• **PROBLEM TO SOLVE**: Nothing in the records should change; write them all out exactly.

• **DATA SUPPLIED**:
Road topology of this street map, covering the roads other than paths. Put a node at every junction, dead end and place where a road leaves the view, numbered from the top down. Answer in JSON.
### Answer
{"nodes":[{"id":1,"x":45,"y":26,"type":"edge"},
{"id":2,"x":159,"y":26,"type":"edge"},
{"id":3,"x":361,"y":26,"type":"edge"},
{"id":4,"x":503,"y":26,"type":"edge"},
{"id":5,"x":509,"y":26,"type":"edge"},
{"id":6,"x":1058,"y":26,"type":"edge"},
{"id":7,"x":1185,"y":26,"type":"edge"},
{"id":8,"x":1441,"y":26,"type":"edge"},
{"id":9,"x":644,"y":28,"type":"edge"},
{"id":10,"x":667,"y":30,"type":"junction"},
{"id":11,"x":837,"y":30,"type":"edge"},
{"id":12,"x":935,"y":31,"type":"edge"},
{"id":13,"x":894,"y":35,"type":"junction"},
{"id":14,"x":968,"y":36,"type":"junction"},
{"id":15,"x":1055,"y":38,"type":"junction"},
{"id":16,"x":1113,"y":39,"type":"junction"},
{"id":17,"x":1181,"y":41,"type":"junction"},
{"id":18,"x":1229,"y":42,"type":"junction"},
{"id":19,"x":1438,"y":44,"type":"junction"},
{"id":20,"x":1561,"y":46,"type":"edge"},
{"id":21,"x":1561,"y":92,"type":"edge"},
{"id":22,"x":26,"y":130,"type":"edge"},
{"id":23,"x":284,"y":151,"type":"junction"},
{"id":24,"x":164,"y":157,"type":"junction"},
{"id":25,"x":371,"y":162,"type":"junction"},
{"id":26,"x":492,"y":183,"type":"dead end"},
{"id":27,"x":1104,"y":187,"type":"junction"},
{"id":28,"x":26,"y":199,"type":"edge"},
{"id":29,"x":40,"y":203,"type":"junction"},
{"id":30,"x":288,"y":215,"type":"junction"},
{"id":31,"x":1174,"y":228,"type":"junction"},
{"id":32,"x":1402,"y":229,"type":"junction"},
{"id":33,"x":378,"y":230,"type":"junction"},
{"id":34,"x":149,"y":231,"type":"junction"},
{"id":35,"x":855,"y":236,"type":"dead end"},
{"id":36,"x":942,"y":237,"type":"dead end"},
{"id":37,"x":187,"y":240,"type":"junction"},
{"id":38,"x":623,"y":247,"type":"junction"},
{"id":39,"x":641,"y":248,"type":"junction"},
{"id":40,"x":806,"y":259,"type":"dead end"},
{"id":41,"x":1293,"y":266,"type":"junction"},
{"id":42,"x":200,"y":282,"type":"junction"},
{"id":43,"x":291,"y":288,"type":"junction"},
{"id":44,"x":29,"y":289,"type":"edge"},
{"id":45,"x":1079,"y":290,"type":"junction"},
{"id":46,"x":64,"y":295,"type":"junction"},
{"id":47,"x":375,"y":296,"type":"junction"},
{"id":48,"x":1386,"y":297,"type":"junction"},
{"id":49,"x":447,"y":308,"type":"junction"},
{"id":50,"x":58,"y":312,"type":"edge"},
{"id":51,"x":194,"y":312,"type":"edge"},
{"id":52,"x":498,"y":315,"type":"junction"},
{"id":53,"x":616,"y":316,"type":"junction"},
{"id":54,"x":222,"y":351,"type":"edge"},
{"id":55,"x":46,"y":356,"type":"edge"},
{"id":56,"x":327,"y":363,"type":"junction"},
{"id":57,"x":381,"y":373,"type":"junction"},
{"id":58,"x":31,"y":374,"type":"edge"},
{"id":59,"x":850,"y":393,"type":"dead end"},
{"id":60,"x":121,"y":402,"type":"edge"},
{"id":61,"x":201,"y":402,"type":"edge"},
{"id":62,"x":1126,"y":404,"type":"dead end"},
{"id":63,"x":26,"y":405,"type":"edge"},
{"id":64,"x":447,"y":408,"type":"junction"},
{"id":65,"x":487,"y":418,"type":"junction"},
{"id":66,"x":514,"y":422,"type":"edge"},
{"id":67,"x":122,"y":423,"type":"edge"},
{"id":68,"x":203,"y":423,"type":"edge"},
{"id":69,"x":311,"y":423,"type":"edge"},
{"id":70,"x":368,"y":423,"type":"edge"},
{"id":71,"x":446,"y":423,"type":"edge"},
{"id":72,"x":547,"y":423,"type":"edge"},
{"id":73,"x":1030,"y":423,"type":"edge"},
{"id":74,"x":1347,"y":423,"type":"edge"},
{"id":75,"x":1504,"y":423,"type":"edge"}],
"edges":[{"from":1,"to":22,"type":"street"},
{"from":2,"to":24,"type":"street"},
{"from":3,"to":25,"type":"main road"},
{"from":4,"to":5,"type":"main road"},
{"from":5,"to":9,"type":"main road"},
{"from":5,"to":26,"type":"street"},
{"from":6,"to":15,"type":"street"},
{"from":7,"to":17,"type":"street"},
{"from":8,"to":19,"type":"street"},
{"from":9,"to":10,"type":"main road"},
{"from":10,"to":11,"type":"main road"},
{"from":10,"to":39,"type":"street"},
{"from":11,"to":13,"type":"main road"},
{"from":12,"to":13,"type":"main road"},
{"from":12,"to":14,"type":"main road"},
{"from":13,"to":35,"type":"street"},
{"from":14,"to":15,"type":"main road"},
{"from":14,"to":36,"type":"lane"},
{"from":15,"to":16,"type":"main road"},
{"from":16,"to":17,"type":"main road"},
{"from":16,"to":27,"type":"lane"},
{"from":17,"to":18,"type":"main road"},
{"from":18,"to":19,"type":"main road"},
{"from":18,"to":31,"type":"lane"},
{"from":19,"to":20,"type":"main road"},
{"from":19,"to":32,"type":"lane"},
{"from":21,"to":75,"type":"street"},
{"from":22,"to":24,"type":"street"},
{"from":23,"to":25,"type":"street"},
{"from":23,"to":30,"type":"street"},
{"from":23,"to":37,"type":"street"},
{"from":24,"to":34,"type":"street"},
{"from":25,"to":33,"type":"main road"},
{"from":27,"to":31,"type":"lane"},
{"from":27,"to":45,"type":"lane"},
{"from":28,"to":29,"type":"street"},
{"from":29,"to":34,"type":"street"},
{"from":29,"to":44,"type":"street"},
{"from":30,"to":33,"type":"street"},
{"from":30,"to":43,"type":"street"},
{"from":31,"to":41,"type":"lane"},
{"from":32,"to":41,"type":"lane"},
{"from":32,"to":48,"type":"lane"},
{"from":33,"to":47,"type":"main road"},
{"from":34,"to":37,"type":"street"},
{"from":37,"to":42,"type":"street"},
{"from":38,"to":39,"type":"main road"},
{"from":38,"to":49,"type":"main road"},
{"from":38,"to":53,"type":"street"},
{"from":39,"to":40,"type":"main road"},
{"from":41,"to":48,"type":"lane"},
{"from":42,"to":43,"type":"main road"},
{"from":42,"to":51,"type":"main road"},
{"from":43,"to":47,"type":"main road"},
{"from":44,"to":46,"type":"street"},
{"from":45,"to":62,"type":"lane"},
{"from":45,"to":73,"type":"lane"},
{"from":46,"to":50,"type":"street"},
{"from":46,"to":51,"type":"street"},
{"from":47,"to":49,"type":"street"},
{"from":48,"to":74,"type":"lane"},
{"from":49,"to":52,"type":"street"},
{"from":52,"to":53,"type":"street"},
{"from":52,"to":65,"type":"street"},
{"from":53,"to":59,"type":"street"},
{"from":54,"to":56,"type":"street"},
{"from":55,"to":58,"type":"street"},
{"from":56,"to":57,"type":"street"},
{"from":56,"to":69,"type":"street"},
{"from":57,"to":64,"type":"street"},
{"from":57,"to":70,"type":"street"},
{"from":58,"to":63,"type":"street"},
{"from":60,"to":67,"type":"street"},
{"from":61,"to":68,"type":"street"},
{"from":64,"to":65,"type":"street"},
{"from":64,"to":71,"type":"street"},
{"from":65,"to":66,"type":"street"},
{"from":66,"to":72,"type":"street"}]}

• **EXERCISE RESPONSE**:
Road topology of this street map, covering the roads other than paths. Put a node at every junction, dead end and place where a road leaves the view, numbered from the top down. Answer in JSON.
### Answer
{"nodes":[{"id":1,"x":45,"y":26,"type":"edge"},
{"id":2,"x":159,"y":26,"type":"edge"},
{"id":3,"x":361,"y":26,"type":"edge"},
{"id":4,"x":503,"y":26,"type":"edge"},
{"id":5,"x":509,"y":26,"type":"edge"},
{"id":6,"x":1058,"y":26,"type":"edge"},
{"id":7,"x":1185,"y":26,"type":"edge"},
{"id":8,"x":1441,"y":26,"type":"edge"},
{"id":9,"x":644,"y":28,"type":"edge"},
{"id":10,"x":667,"y":30,"type":"junction"},
{"id":11,"x":837,"y":30,"type":"edge"},
{"id":12,"x":935,"y":31,"type":"edge"},
{"id":13,"x":894,"y":35,"type":"junction"},
{"id":14,"x":968,"y":36,"type":"junction"},
{"id":15,"x":1055,"y":38,"type":"junction"},
{"id":16,"x":1113,"y":39,"type":"junction"},
{"id":17,"x":1181,"y":41,"type":"junction"},
{"id":18,"x":1229,"y":42,"type":"junction"},
{"id":19,"x":1438,"y":44,"type":"junction"},
{"id":20,"x":1561,"y":46,"type":"edge"},
{"id":21,"x":1561,"y":92,"type":"edge"},
{"id":22,"x":26,"y":130,"type":"edge"},
{"id":23,"x":284,"y":151,"type":"junction"},
{"id":24,"x":164,"y":157,"type":"junction"},
{"id":25,"x":371,"y":162,"type":"junction"},
{"id":26,"x":492,"y":183,"type":"dead end"},
{"id":27,"x":1104,"y":187,"type":"junction"},
{"id":28,"x":26,"y":199,"type":"edge"},
{"id":29,"x":40,"y":203,"type":"junction"},
{"id":30,"x":288,"y":215,"type":"junction"},
{"id":31,"x":1174,"y":228,"type":"junction"},
{"id":32,"x":1402,"y":229,"type":"junction"},
{"id":33,"x":378,"y":230,"type":"junction"},
{"id":34,"x":149,"y":231,"type":"junction"},
{"id":35,"x":855,"y":236,"type":"dead end"},
{"id":36,"x":942,"y":237,"type":"dead end"},
{"id":37,"x":187,"y":240,"type":"junction"},
{"id":38,"x":623,"y":247,"type":"junction"},
{"id":39,"x":641,"y":248,"type":"junction"},
{"id":40,"x":806,"y":259,"type":"dead end"},
{"id":41,"x":1293,"y":266,"type":"junction"},
{"id":42,"x":200,"y":282,"type":"junction"},
{"id":43,"x":291,"y":288,"type":"junction"},
{"id":44,"x":29,"y":289,"type":"edge"},
{"id":45,"x":1079,"y":290,"type":"junction"},
{"id":46,"x":64,"y":295,"type":"junction"},
{"id":47,"x":375,"y":296,"type":"junction"},
{"id":48,"x":1386,"y":297,"type":"junction"},
{"id":49,"x":447,"y":308,"type":"junction"},
{"id":50,"x":58,"y":312,"type":"edge"},
{"id":51,"x":194,"y":312,"type":"edge"},
{"id":52,"x":498,"y":315,"type":"junction"},
{"id":53,"x":616,"y":316,"type":"junction"},
{"id":54,"x":222,"y":351,"type":"edge"},
{"id":55,"x":46,"y":356,"type":"edge"},
{"id":56,"x":327,"y":363,"type":"junction"},
{"id":57,"x":381,"y":373,"type":"junction"},
{"id":58,"x":31,"y":374,"type":"edge"},
{"id":59,"x":850,"y":393,"type":"dead end"},
{"id":60,"x":121,"y":402,"type":"edge"},
{"id":61,"x":201,"y":402,"type":"edge"},
{"id":62,"x":1126,"y":404,"type":"dead end"},
{"id":63,"x":26,"y":405,"type":"edge"},
{"id":64,"x":447,"y":408,"type":"junction"},
{"id":65,"x":487,"y":418,"type":"junction"},
{"id":66,"x":514,"y":422,"type":"edge"},
{"id":67,"x":122,"y":423,"type":"edge"},
{"id":68,"x":203,"y":423,"type":"edge"},
{"id":69,"x":311,"y":423,"type":"edge"},
{"id":70,"x":368,"y":423,"type":"edge"},
{"id":71,"x":446,"y":423,"type":"edge"},
{"id":72,"x":547,"y":423,"type":"edge"},
{"id":73,"x":1030,"y":423,"type":"edge"},
{"id":74,"x":1347,"y":423,"type":"edge"},
{"id":75,"x":1504,"y":423,"type":"edge"}],
"edges":[{"from":1,"to":22,"type":"street"},
{"from":2,"to":24,"type":"street"},
{"from":3,"to":25,"type":"main road"},
{"from":4,"to":5,"type":"main road"},
{"from":5,"to":9,"type":"main road"},
{"from":5,"to":26,"type":"street"},
{"from":6,"to":15,"type":"street"},
{"from":7,"to":17,"type":"street"},
{"from":8,"to":19,"type":"street"},
{"from":9,"to":10,"type":"main road"},
{"from":10,"to":11,"type":"main road"},
{"from":10,"to":39,"type":"street"},
{"from":11,"to":13,"type":"main road"},
{"from":12,"to":13,"type":"main road"},
{"from":12,"to":14,"type":"main road"},
{"from":13,"to":35,"type":"street"},
{"from":14,"to":15,"type":"main road"},
{"from":14,"to":36,"type":"lane"},
{"from":15,"to":16,"type":"main road"},
{"from":16,"to":17,"type":"main road"},
{"from":16,"to":27,"type":"lane"},
{"from":17,"to":18,"type":"main road"},
{"from":18,"to":19,"type":"main road"},
{"from":18,"to":31,"type":"lane"},
{"from":19,"to":20,"type":"main road"},
{"from":19,"to":32,"type":"lane"},
{"from":21,"to":75,"type":"street"},
{"from":22,"to":24,"type":"street"},
{"from":23,"to":25,"type":"street"},
{"from":23,"to":30,"type":"street"},
{"from":23,"to":37,"type":"street"},
{"from":24,"to":34,"type":"street"},
{"from":25,"to":33,"type":"main road"},
{"from":27,"to":31,"type":"lane"},
{"from":27,"to":45,"type":"lane"},
{"from":28,"to":29,"type":"street"},
{"from":29,"to":34,"type":"street"},
{"from":29,"to":44,"type":"street"},
{"from":30,"to":33,"type":"street"},
{"from":30,"to":43,"type":"street"},
{"from":31,"to":41,"type":"lane"},
{"from":32,"to":41,"type":"lane"},
{"from":32,"to":48,"type":"lane"},
{"from":33,"to":47,"type":"main road"},
{"from":34,"to":37,"type":"street"},
{"from":37,"to":42,"type":"street"},
{"from":38,"to":39,"type":"main road"},
{"from":38,"to":49,"type":"main road"},
{"from":38,"to":53,"type":"street"},
{"from":39,"to":40,"type":"main road"},
{"from":41,"to":48,"type":"lane"},
{"from":42,"to":43,"type":"main road"},
{"from":42,"to":51,"type":"main road"},
{"from":43,"to":47,"type":"main road"},
{"from":44,"to":46,"type":"street"},
{"from":45,"to":62,"type":"lane"},
{"from":45,"to":73,"type":"lane"},
{"from":46,"to":50,"type":"street"},
{"from":46,"to":51,"type":"street"},
{"from":47,"to":49,"type":"street"},
{"from":48,"to":74,"type":"lane"},
{"from":49,"to":52,"type":"street"},
{"from":52,"to":53,"type":"street"},
{"from":52,"to":65,"type":"street"},
{"from":53,"to":59,"type":"street"},
{"from":54,"to":56,"type":"street"},
{"from":55,"to":58,"type":"street"},
{"from":56,"to":57,"type":"street"},
{"from":56,"to":69,"type":"street"},
{"from":57,"to":64,"type":"street"},
{"from":57,"to":70,"type":"street"},
{"from":58,"to":63,"type":"street"},
{"from":60,"to":67,"type":"street"},
{"from":61,"to":68,"type":"street"},
{"from":64,"to":65,"type":"street"},
{"from":64,"to":71,"type":"street"},
{"from":65,"to":66,"type":"street"},
{"from":66,"to":72,"type":"street"}]}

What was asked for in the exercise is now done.